- _How to complete this task_
Give a verbatim copy of the lines below, minus the pictures.

(Stored data)
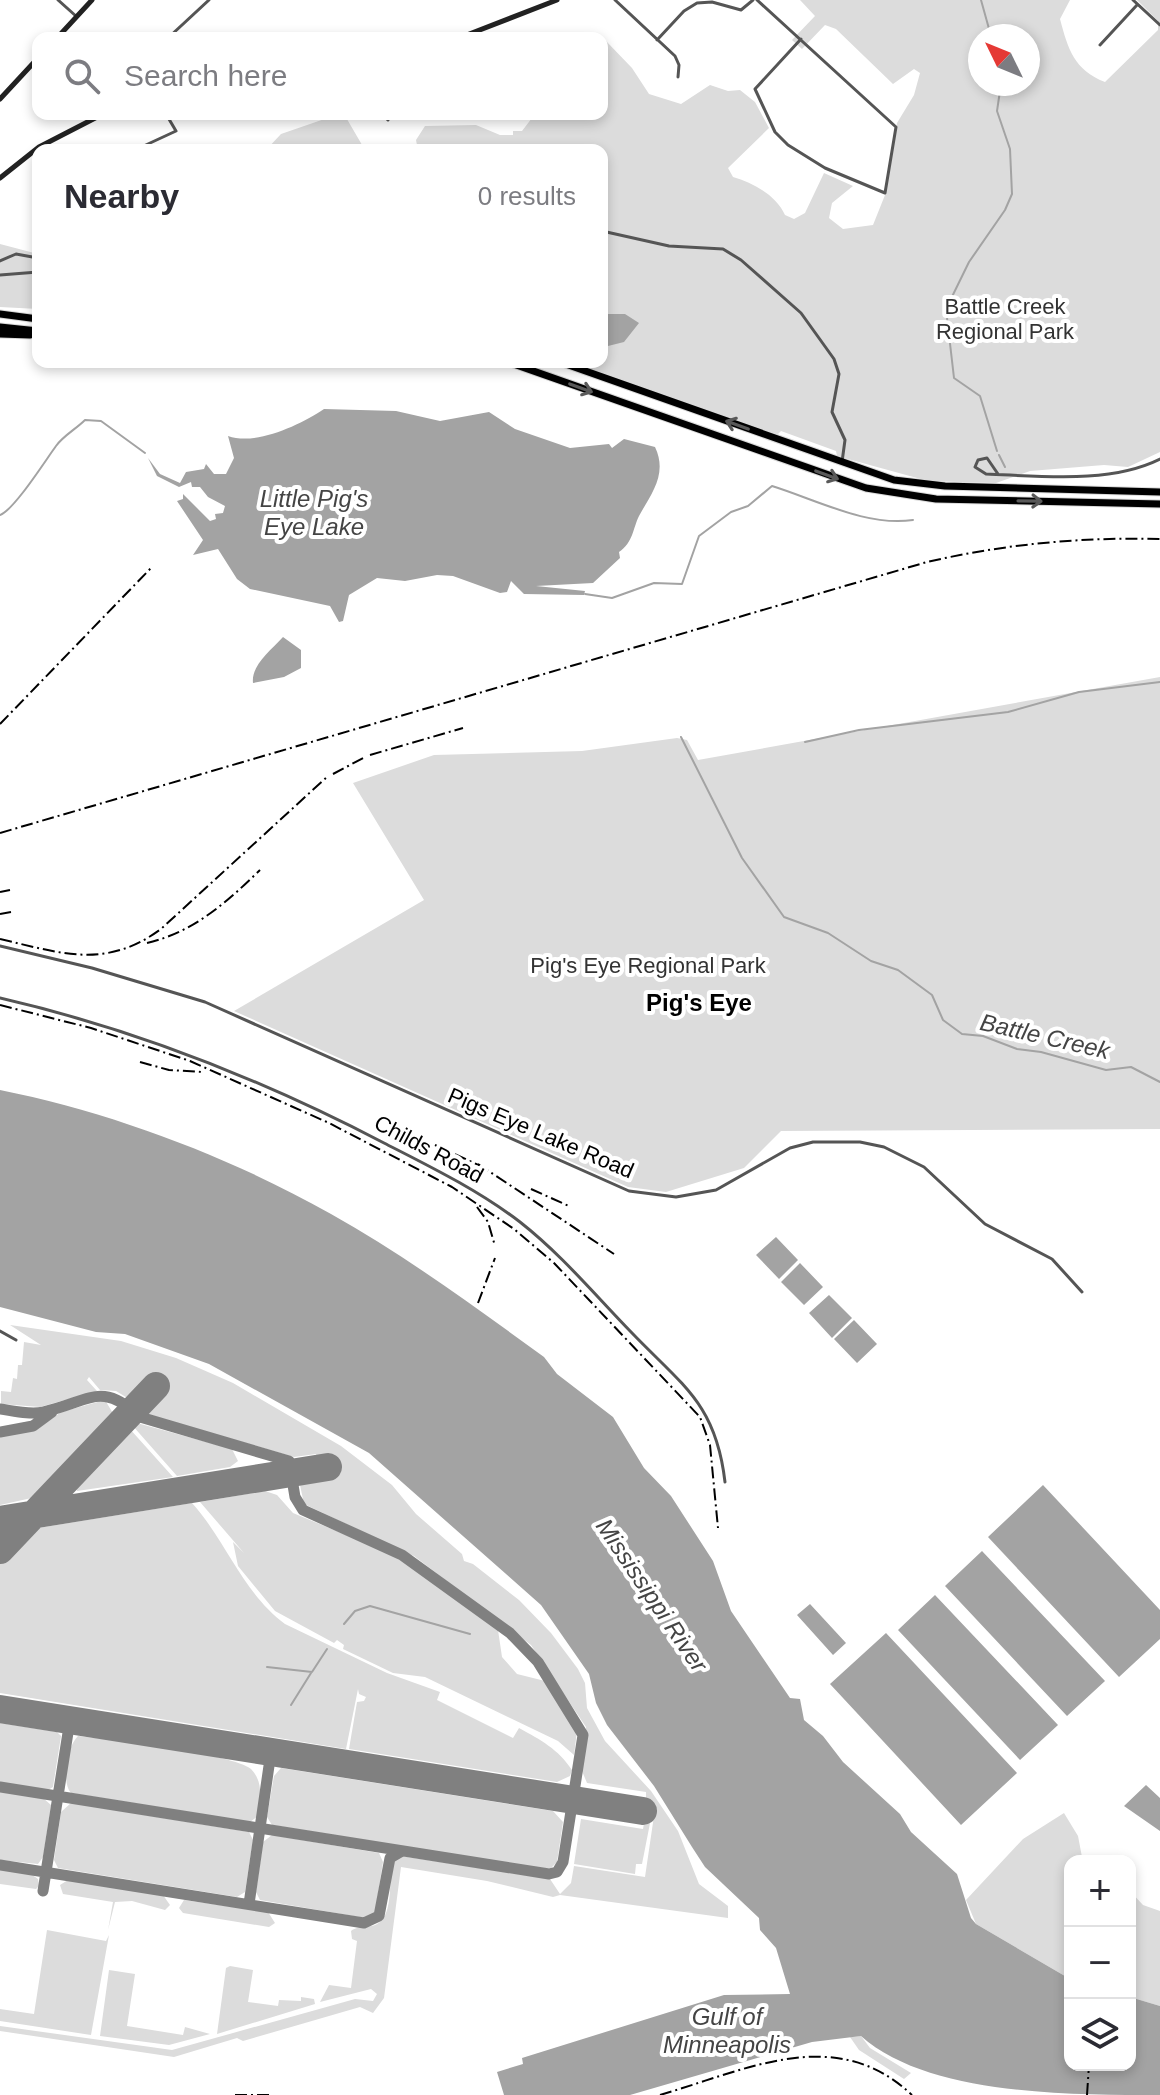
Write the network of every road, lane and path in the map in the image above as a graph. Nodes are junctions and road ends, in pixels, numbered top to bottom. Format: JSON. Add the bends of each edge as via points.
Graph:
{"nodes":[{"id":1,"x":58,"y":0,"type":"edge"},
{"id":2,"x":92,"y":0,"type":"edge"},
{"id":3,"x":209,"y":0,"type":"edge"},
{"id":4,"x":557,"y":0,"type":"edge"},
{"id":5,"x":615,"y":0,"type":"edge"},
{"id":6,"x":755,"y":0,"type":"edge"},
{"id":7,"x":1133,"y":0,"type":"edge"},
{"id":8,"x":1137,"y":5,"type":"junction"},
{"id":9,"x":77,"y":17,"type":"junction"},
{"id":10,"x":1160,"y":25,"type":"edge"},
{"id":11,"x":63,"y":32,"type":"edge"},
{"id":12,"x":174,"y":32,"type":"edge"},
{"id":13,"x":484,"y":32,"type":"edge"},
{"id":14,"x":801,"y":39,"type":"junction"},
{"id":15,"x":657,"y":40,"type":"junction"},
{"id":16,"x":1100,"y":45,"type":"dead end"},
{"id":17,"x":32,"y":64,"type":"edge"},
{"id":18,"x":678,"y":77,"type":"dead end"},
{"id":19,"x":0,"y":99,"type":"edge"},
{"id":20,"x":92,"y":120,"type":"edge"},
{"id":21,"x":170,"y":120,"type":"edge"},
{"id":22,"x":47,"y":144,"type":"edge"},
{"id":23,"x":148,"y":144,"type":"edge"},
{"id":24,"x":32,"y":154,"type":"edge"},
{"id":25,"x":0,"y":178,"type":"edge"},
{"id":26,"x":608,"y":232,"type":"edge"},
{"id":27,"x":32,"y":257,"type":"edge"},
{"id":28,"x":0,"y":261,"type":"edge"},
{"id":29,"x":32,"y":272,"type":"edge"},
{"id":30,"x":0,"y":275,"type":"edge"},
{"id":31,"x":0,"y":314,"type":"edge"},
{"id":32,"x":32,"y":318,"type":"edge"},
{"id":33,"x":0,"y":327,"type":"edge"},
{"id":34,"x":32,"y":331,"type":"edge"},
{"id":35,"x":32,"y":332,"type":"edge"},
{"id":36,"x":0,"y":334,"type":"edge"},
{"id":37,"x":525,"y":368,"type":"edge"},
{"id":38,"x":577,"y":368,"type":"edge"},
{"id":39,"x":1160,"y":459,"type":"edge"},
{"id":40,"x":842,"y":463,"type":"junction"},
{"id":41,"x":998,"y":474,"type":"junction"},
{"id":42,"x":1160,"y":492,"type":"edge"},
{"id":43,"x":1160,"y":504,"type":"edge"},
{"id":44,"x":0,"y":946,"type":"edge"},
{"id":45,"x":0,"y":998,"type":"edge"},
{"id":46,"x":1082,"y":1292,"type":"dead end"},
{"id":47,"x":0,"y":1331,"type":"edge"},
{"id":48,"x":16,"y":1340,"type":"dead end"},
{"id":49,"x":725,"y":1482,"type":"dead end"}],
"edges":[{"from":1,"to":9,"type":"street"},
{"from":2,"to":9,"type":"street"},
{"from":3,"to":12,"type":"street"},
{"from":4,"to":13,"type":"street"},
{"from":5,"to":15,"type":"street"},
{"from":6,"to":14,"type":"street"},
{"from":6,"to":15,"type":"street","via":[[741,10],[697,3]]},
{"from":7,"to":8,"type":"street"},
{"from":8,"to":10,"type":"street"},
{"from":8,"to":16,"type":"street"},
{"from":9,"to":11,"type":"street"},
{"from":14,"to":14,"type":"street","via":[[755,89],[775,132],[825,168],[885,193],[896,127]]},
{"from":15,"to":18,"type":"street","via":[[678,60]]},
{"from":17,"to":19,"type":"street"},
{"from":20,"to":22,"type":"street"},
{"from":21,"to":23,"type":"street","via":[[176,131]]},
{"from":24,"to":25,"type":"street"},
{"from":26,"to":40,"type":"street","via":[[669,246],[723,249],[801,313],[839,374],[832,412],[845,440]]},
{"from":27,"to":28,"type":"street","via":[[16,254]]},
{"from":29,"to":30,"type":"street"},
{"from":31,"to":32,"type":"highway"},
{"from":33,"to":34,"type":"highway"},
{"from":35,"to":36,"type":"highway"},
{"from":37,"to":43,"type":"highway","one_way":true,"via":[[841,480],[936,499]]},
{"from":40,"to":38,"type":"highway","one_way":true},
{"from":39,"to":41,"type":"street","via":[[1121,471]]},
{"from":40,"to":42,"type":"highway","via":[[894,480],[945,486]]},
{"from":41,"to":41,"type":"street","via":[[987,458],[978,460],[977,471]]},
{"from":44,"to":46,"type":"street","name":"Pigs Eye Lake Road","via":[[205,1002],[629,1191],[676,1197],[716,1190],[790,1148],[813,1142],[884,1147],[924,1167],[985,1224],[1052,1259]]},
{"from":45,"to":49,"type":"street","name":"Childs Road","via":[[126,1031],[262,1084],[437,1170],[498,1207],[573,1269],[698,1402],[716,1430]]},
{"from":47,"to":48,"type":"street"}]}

- _Expected output_
Write the network of every road, lane and path in the map in the image above as a graph. Nodes are junctions and road ends, in pixels, numbered top to bottom. Format: JSON. Add the bends of each edge as via points.
Graph:
{"nodes":[{"id":1,"x":58,"y":0,"type":"edge"},
{"id":2,"x":92,"y":0,"type":"edge"},
{"id":3,"x":209,"y":0,"type":"edge"},
{"id":4,"x":557,"y":0,"type":"edge"},
{"id":5,"x":615,"y":0,"type":"edge"},
{"id":6,"x":755,"y":0,"type":"edge"},
{"id":7,"x":1133,"y":0,"type":"edge"},
{"id":8,"x":1137,"y":5,"type":"junction"},
{"id":9,"x":77,"y":17,"type":"junction"},
{"id":10,"x":1160,"y":25,"type":"edge"},
{"id":11,"x":63,"y":32,"type":"edge"},
{"id":12,"x":174,"y":32,"type":"edge"},
{"id":13,"x":484,"y":32,"type":"edge"},
{"id":14,"x":801,"y":39,"type":"junction"},
{"id":15,"x":657,"y":40,"type":"junction"},
{"id":16,"x":1100,"y":45,"type":"dead end"},
{"id":17,"x":32,"y":64,"type":"edge"},
{"id":18,"x":678,"y":77,"type":"dead end"},
{"id":19,"x":0,"y":99,"type":"edge"},
{"id":20,"x":92,"y":120,"type":"edge"},
{"id":21,"x":170,"y":120,"type":"edge"},
{"id":22,"x":47,"y":144,"type":"edge"},
{"id":23,"x":148,"y":144,"type":"edge"},
{"id":24,"x":32,"y":154,"type":"edge"},
{"id":25,"x":0,"y":178,"type":"edge"},
{"id":26,"x":608,"y":232,"type":"edge"},
{"id":27,"x":32,"y":257,"type":"edge"},
{"id":28,"x":0,"y":261,"type":"edge"},
{"id":29,"x":32,"y":272,"type":"edge"},
{"id":30,"x":0,"y":275,"type":"edge"},
{"id":31,"x":0,"y":314,"type":"edge"},
{"id":32,"x":32,"y":318,"type":"edge"},
{"id":33,"x":0,"y":327,"type":"edge"},
{"id":34,"x":32,"y":331,"type":"edge"},
{"id":35,"x":32,"y":332,"type":"edge"},
{"id":36,"x":0,"y":334,"type":"edge"},
{"id":37,"x":525,"y":368,"type":"edge"},
{"id":38,"x":577,"y":368,"type":"edge"},
{"id":39,"x":1160,"y":459,"type":"edge"},
{"id":40,"x":842,"y":463,"type":"junction"},
{"id":41,"x":998,"y":474,"type":"junction"},
{"id":42,"x":1160,"y":492,"type":"edge"},
{"id":43,"x":1160,"y":504,"type":"edge"},
{"id":44,"x":0,"y":946,"type":"edge"},
{"id":45,"x":0,"y":998,"type":"edge"},
{"id":46,"x":1082,"y":1292,"type":"dead end"},
{"id":47,"x":0,"y":1331,"type":"edge"},
{"id":48,"x":16,"y":1340,"type":"dead end"},
{"id":49,"x":725,"y":1482,"type":"dead end"}],
"edges":[{"from":1,"to":9,"type":"street"},
{"from":2,"to":9,"type":"street"},
{"from":3,"to":12,"type":"street"},
{"from":4,"to":13,"type":"street"},
{"from":5,"to":15,"type":"street"},
{"from":6,"to":14,"type":"street"},
{"from":6,"to":15,"type":"street","via":[[741,10],[697,3]]},
{"from":7,"to":8,"type":"street"},
{"from":8,"to":10,"type":"street"},
{"from":8,"to":16,"type":"street"},
{"from":9,"to":11,"type":"street"},
{"from":14,"to":14,"type":"street","via":[[755,89],[775,132],[825,168],[885,193],[896,127]]},
{"from":15,"to":18,"type":"street","via":[[678,60]]},
{"from":17,"to":19,"type":"street"},
{"from":20,"to":22,"type":"street"},
{"from":21,"to":23,"type":"street","via":[[176,131]]},
{"from":24,"to":25,"type":"street"},
{"from":26,"to":40,"type":"street","via":[[669,246],[723,249],[801,313],[839,374],[832,412],[845,440]]},
{"from":27,"to":28,"type":"street","via":[[16,254]]},
{"from":29,"to":30,"type":"street"},
{"from":31,"to":32,"type":"highway"},
{"from":33,"to":34,"type":"highway"},
{"from":35,"to":36,"type":"highway"},
{"from":37,"to":43,"type":"highway","one_way":true,"via":[[841,480],[936,499]]},
{"from":40,"to":38,"type":"highway","one_way":true},
{"from":39,"to":41,"type":"street","via":[[1121,471]]},
{"from":40,"to":42,"type":"highway","via":[[894,480],[945,486]]},
{"from":41,"to":41,"type":"street","via":[[987,458],[978,460],[977,471]]},
{"from":44,"to":46,"type":"street","name":"Pigs Eye Lake Road","via":[[205,1002],[629,1191],[676,1197],[716,1190],[790,1148],[813,1142],[884,1147],[924,1167],[985,1224],[1052,1259]]},
{"from":45,"to":49,"type":"street","name":"Childs Road","via":[[126,1031],[262,1084],[437,1170],[498,1207],[573,1269],[698,1402],[716,1430]]},
{"from":47,"to":48,"type":"street"}]}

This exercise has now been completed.